Induction of complete elimination of low-grade tumour under multimodal therapy, inversely reconstructed with bias shift: oligodendroglioma tumour. (A) Tumour cell population as therapy progresses, population becomes zero at point P, after 30.1 days, system tracked for 70 days (point L), to ensure complete elimination of the cells and no relapse of them occurs. Inset shows plot for 800 days, tumour cells population remains zero indefinitely. (B) Temporal variation of the Cytotoxic CD8+ lymphocyte population needed for complete elimination of tumour. Note bimodal temporal dose-profile with two peaks, occurring at two time points, A and B. (C) Temporal profile of concentration of chemotherapy agent Temozolomide required to eliminate the tumour. Observe unimodal temporal dose-profile with hump D, thereafter drug level decreases to E; (D) Level of Interleukin-2 concentration needed for tumour regression.

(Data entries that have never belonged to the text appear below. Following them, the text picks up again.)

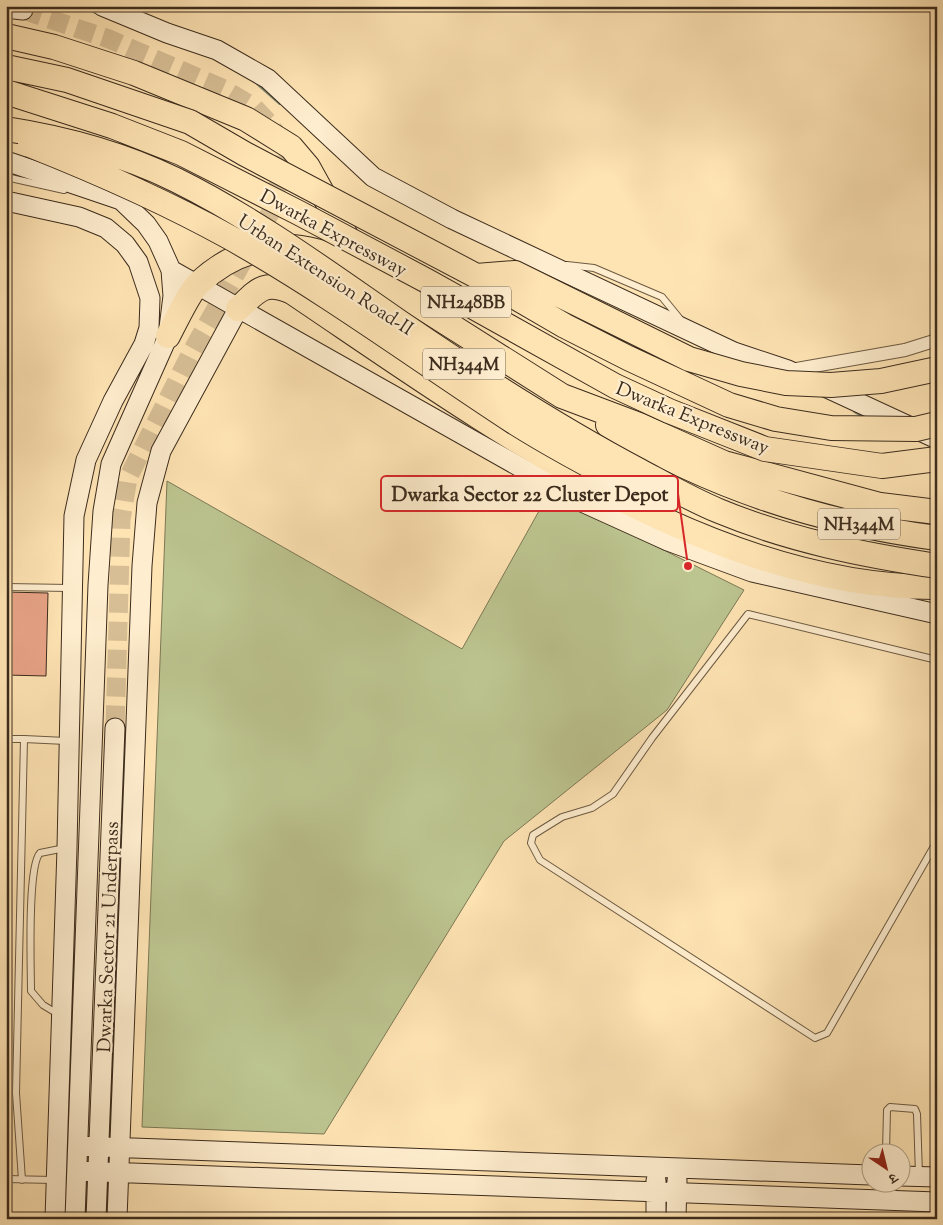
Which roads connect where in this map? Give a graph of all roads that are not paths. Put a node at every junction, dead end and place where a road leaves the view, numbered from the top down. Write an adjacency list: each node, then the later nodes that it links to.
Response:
1 (102, 6): 20 (street)
2 (6, 36): 14 (highway)
3 (6, 67): 13 (highway, Dwarka Expressway / NH248BB, bridge)
4 (6, 92): 24 (highway, Dwarka Expressway / NH248BB, bridge)
5 (6, 129): 11 (highway, Urban Extension Road-II / NH344M, bridge)
6 (6, 136): 11 (highway, bridge)
7 (6, 161): 9 (street)
8 (6, 177): 9 (lane)
9 (95, 192): 12 (street)
10 (6, 201): 31 (street)
11 (297, 268): 14 (highway); 15 (highway); 16 (highway); 27 (highway, Urban Extension Road-II / NH344M, bridge); 28 (highway, bridge); 30 (highway)
12 (171, 270): 15 (street); 17 (street)
13 (476, 276): 19 (highway, bridge); 22 (highway, Dwarka Expressway / NH248BB, bridge)
14 (374, 277): 21 (highway)
15 (198, 284): 16 (street); 17 (highway)
16 (238, 309): 32 (street); 46 (street)
17 (168, 336): 35 (street)
18 (937, 340): 20 (street)
19 (937, 369)
20 (788, 370): 23 (street)
21 (562, 396): 25 (highway); 26 (highway, NH344M)
22 (937, 424)
23 (937, 439)
24 (937, 459)
25 (937, 512)
26 (937, 538)
27 (937, 566)
28 (937, 581)
29 (6, 586): 31 (lane)
30 (937, 587)
31 (74, 588): 34 (street)
32 (937, 614)
33 (937, 660): 40 (lane)
34 (71, 688): 35 (street); 39 (street)
35 (93, 708): 44 (street)
36 (115, 728): 45 (street, Dwarka Sector 21 Underpass)
37 (6, 739): 38 (lane)
38 (24, 739): 39 (lane); 55 (lane)
39 (70, 741): 41 (street)
40 (937, 841)
41 (67, 848): 42 (street); 42 (lane)
42 (62, 1016): 56 (street)
43 (886, 1142): 53 (lane)
44 (78, 1146): 45 (street); 49 (street)
45 (100, 1147): 46 (street); 50 (street, Dwarka Sector 21 Underpass)
46 (119, 1147): 47 (street); 51 (street)
47 (656, 1166): 48 (street); 57 (street)
48 (677, 1166): 52 (street); 58 (street)
49 (77, 1171): 50 (street); 61 (street)
50 (98, 1172): 51 (street); 62 (street, Dwarka Sector 21 Underpass)
51 (119, 1173): 57 (street); 63 (street)
52 (860, 1175)
53 (919, 1177)
54 (6, 1179): 55 (lane)
55 (22, 1180): 56 (lane)
56 (57, 1180): 60 (street)
57 (656, 1192): 58 (street); 64 (street)
58 (676, 1193): 59 (street); 65 (street)
59 (937, 1202)
60 (55, 1219)
61 (75, 1219)
62 (96, 1219)
63 (117, 1219)
64 (656, 1219)
65 (676, 1219)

Note the substantial level of interleukin, the level being truncated so as to keep concentration level below its toxicity threshold (point F level). (E) Natural killer cell population during therapy. Population stops increasing duly, 600 days plotted to show this and population does not cross upper bound of physiological limits in Table 2. (F) Circulating lymphocyte population, also does not exceed upper bound of physiological limits (Table 2). (G) Injected daily dose-rate of tumour-infiltrating lymphocyte required for tumour elimination. Arrow demarcates pulse dosage injection (point G) needed at latter portion of the therapy. Distinct step G readily seen in enlarged inset (arrow). (H) Injected daily dose-rate of Temozolomide chemotherapeutic drug necessary for tumour regression, dose-rate does not rise above H, so as to be below toxicity bound (Table 2). Arrow points to pulse dosage injection required later. (I) Injected daily dose-rate of Interleukin-2 required for eliminating the tumour, dose-rate also kept at permissible upper limit (Table 2). Arrow shows elevated pulse dosage injection needed later.